◆ **Exercise requirements**: Look through the records and copy each line with the string "nodes" in it.
Given data Block Start
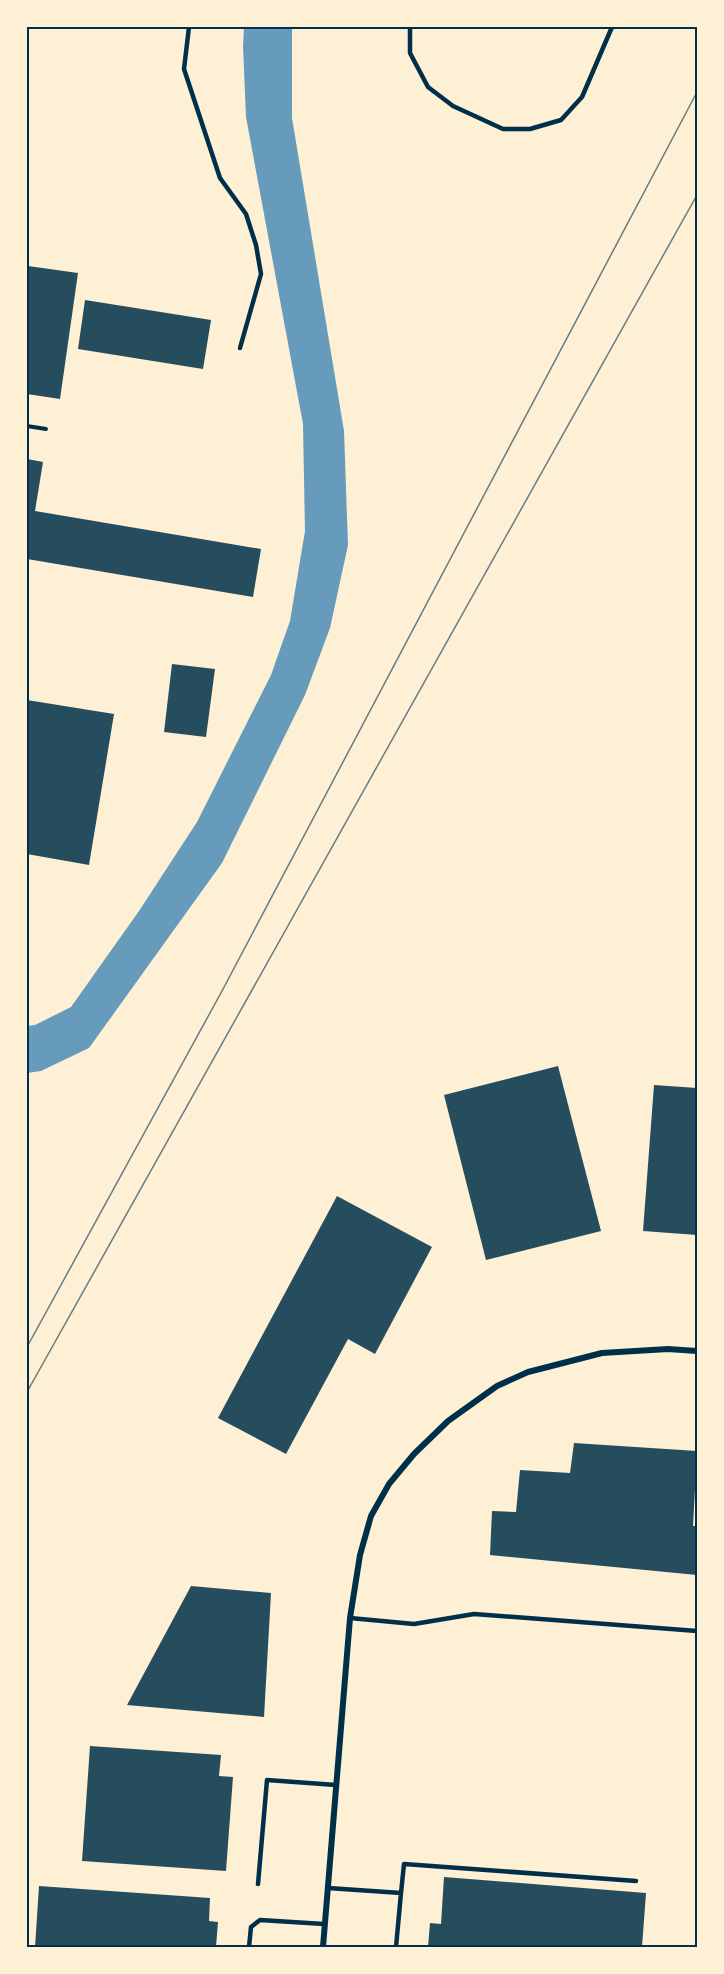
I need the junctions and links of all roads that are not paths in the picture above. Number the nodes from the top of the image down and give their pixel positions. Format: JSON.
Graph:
{"nodes":[{"id":1,"x":189,"y":27,"type":"edge"},
{"id":2,"x":410,"y":27,"type":"edge"},
{"id":3,"x":612,"y":27,"type":"edge"},
{"id":4,"x":240,"y":348,"type":"dead end"},
{"id":5,"x":697,"y":1351,"type":"edge"},
{"id":6,"x":350,"y":1618,"type":"junction"},
{"id":7,"x":697,"y":1631,"type":"edge"},
{"id":8,"x":336,"y":1785,"type":"junction"},
{"id":9,"x":636,"y":1881,"type":"dead end"},
{"id":10,"x":258,"y":1884,"type":"dead end"},
{"id":11,"x":328,"y":1888,"type":"junction"},
{"id":12,"x":401,"y":1893,"type":"junction"},
{"id":13,"x":324,"y":1924,"type":"junction"},
{"id":14,"x":249,"y":1947,"type":"edge"},
{"id":15,"x":322,"y":1947,"type":"edge"},
{"id":16,"x":396,"y":1947,"type":"edge"}],
"edges":[{"from":1,"to":4,"type":"lane"},
{"from":2,"to":3,"type":"lane"},
{"from":5,"to":6,"type":"street"},
{"from":6,"to":7,"type":"lane"},
{"from":6,"to":8,"type":"street"},
{"from":8,"to":10,"type":"lane"},
{"from":8,"to":11,"type":"street"},
{"from":9,"to":12,"type":"lane"},
{"from":11,"to":12,"type":"lane"},
{"from":11,"to":13,"type":"street"},
{"from":12,"to":16,"type":"lane"},
{"from":13,"to":14,"type":"lane"},
{"from":13,"to":15,"type":"street"}]}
Given data Block End
◆ **Completed task**:
I need the junctions and links of all roads that are not paths in the picture above. Number the nodes from the top of the image down and give their pixel positions. Format: JSON.
{"nodes":[{"id":1,"x":189,"y":27,"type":"edge"},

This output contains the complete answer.